4.3. Complex Loading Cases

Figure 10 and Figure 11 show the deformed results of a complex loading case that combines three loading conditions.

Table 8. The largest equivalent plastic strain values for the critical elements under the complex loading case.

Loading Condition	TL	TR	BL	BR
Shear + Compression + Bending (SCB)	0.178 (O)	0.184 (O)	0.018 (O)	0.287 (O)

Note: (X) denotes fracture, and (O) denotes safety.

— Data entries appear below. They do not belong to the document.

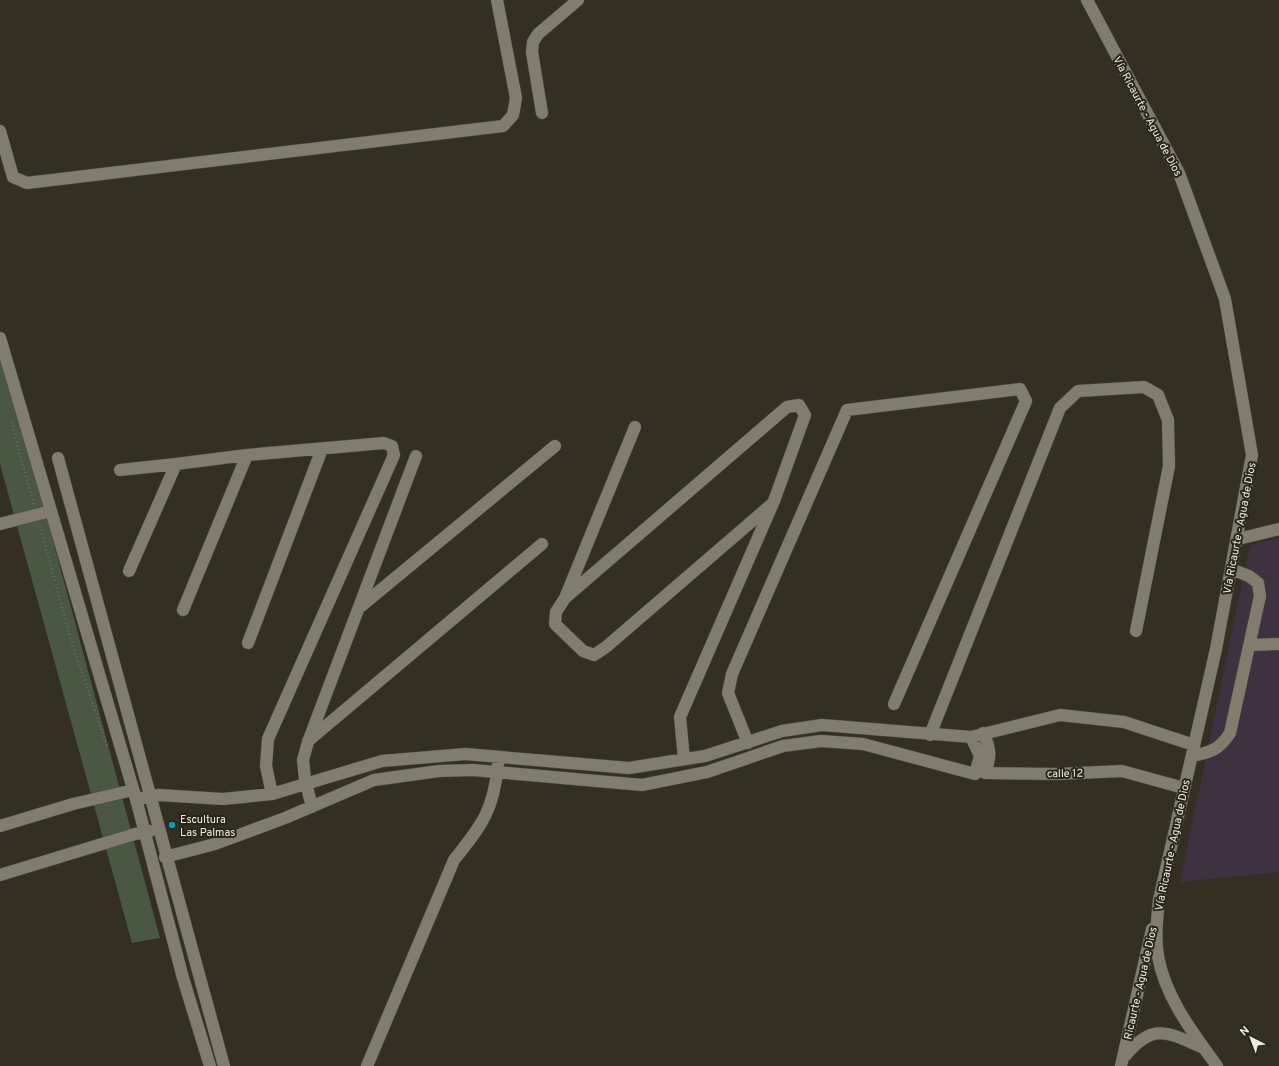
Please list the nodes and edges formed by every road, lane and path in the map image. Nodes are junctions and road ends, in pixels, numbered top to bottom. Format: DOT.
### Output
graph roads {
  1 [pos="497,0"];
  2 [pos="578,0"];
  3 [pos="1087,0"];
  4 [pos="542,113"];
  5 [pos="0,131"];
  6 [pos="0,338"];
  7 [pos="10,416"];
  8 [pos="636,427"];
  9 [pos="555,446"];
  10 [pos="322,449"];
  11 [pos="247,455"];
  12 [pos="416,456"];
  13 [pos="58,458"];
  14 [pos="176,464"];
  15 [pos="120,470"];
  16 [pos="68,494"];
  17 [pos="774,502"];
  18 [pos="49,505"];
  19 [pos="37,515"];
  20 [pos="0,524"];
  21 [pos="1279,529"];
  22 [pos="1238,539"];
  23 [pos="542,544"];
  24 [pos="1231,569"];
  25 [pos="129,571"];
  26 [pos="566,598"];
  27 [pos="359,608"];
  28 [pos="182,610"];
  29 [pos="1136,631"];
  30 [pos="248,643"];
  31 [pos="1250,644"];
  32 [pos="1279,644"];
  33 [pos="894,704"];
  34 [pos="782,731"];
  35 [pos="982,733"];
  36 [pos="930,735"];
  37 [pos="971,737"];
  38 [pos="308,742"];
  39 [pos="748,743"];
  40 [pos="783,746"];
  41 [pos="108,748"];
  42 [pos="1193,751"];
  43 [pos="499,755"];
  44 [pos="705,756"];
  45 [pos="684,759"];
  46 [pos="498,772"];
  47 [pos="707,772"];
  48 [pos="306,784"];
  49 [pos="1184,788"];
  50 [pos="134,794"];
  51 [pos="272,794"];
  52 [pos="150,795"];
  53 [pos="312,807"];
  54 [pos="0,826"];
  55 [pos="158,829"];
  56 [pos="143,832"];
  57 [pos="165,857"];
  58 [pos="0,875"];
  59 [pos="1159,900"];
  60 [pos="1204,1048"];
  61 [pos="1122,1062"];
  62 [pos="210,1066"];
  63 [pos="224,1066"];
  64 [pos="367,1066"];
  65 [pos="1217,1066"];
  1 -- 5 [label="street"];
  2 -- 4 [label="street"];
  3 -- 22 [label="street, Vía Ricaurte - Agua de Dios"];
  6 -- 18 [label="street"];
  7 -- 19 [label="path"];
  8 -- 26 [label="street"];
  9 -- 27 [label="street"];
  10 -- 11 [label="street"];
  10 -- 30 [label="street"];
  10 -- 51 [label="street"];
  11 -- 14 [label="street"];
  11 -- 28 [label="street"];
  12 -- 27 [label="street"];
  13 -- 16 [label="street"];
  14 -- 15 [label="street"];
  14 -- 25 [label="street"];
  16 -- 18 [label="street"];
  16 -- 52 [label="street"];
  17 -- 26 [label="street"];
  17 -- 26 [label="street"];
  17 -- 45 [label="street"];
  18 -- 19 [label="street"];
  18 -- 50 [label="street"];
  19 -- 20 [label="street"];
  19 -- 41 [label="path"];
  21 -- 22 [label="street"];
  22 -- 24 [label="street, Vía Ricaurte - Agua de Dios"];
  23 -- 38 [label="street"];
  24 -- 31 [label="street"];
  24 -- 42 [label="street, Vía Ricaurte - Agua de Dios"];
  27 -- 38 [label="street"];
  29 -- 36 [label="street"];
  31 -- 32 [label="street"];
  31 -- 42 [label="street"];
  33 -- 39 [label="street"];
  34 -- 36 [label="street"];
  34 -- 39 [label="street"];
  34 -- 40 [label="street"];
  35 -- 37 [label="street"];
  35 -- 42 [label="street"];
  35 -- 49 [label="street, calle 12"];
  36 -- 37 [label="street"];
  37 -- 40 [label="street"];
  38 -- 48 [label="street"];
  39 -- 44 [label="street"];
  40 -- 47 [label="street"];
  42 -- 49 [label="street, Vía Ricaurte - Agua de Dios"];
  43 -- 45 [label="street"];
  43 -- 46 [label="street"];
  43 -- 48 [label="street"];
  44 -- 45 [label="street"];
  44 -- 47 [label="street"];
  46 -- 47 [label="street"];
  46 -- 53 [label="street"];
  46 -- 64 [label="street"];
  48 -- 51 [label="street"];
  48 -- 53 [label="street"];
  49 -- 59 [label="street, Vía Ricaurte - Agua de Dios"];
  50 -- 52 [label="street"];
  50 -- 54 [label="street"];
  50 -- 56 [label="street"];
  51 -- 52 [label="street"];
  52 -- 55 [label="street"];
  53 -- 57 [label="street"];
  55 -- 56 [label="street"];
  55 -- 57 [label="street"];
  56 -- 58 [label="street"];
  56 -- 62 [label="street"];
  57 -- 63 [label="street"];
  59 -- 60 [label="street, Vía Ricaurte - Agua de Dios"];
  59 -- 61 [label="street, Ricaurte - Agua de Dios"];
  60 -- 61 [label="street"];
  60 -- 65 [label="street, Vía Ricaurte - Agua de Dios"];
}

also lists the maximum strain values. The BL corner experienced a comparatively lower level of strain. The stress triaxiality values at all corners maintain a value between [−1.5, −0.5], implying that each critical element is experiencing compressive deformation. The results in Section 4 demonstrate that the fracture of a solder ball cannot be determined solely based on the magnitude of the plastic strain. This shows that a combination of various loading conditions can lead to a change in the deformation mode, highlighting the importance of considering multiple factors in fracture analysis.

5. Conclusions

The evolution of inelastic deformation paths of a single solder ball under mechanical loading has been studied based on the Lagrangian formulation. The mechanical loadings applied to the solder joint were substituted into three simplified loadings: shear, compression, and bending. The deformation of the solder joints was obtained under these simplified loadings as well as their combinations. The fracture of the solder ball was predicted using a damage model, taking into account the differences in fracture limit strain with stress triaxiality. Under single loading conditions, plastic strain concentrated in the corners of the solder ball. However, we only observed fractures under shear and bending loading conditions. Compressive loading resulted in a similar deformation path for all corners with significant plastic strain but no fracture. Under dual loading conditions, compressive loading combined with other loadings changed the critical location and resulted in larger plastic strain. However, the compressive load suppressed fracture by shifting the stress triaxiality in a negative direction. Under complex loading conditions, the position of large plastic strain differed significantly. Hence, this work highlights the importance of the path change of inelastic deformation under different mechanical loading conditions. Based on the results, this study plans some future works. First, by accounting for the IMC and PCB as deformable bodies, it plans to conduct a more detailed study. For this purpose, experimental verification of the inelastic properties of IMC and PCB will be conducted. Subsequently, DIC (Digital Image Correlation) can be employed to develop an advanced model, considering the strain rate effect with more diverse external force conditions, which will enable more accurate predictions as part of our future work. Furthermore, upon obtaining images of the solder’s microstructure before and after deformation, microscale analysis through CP and DD interpretations would also be feasible.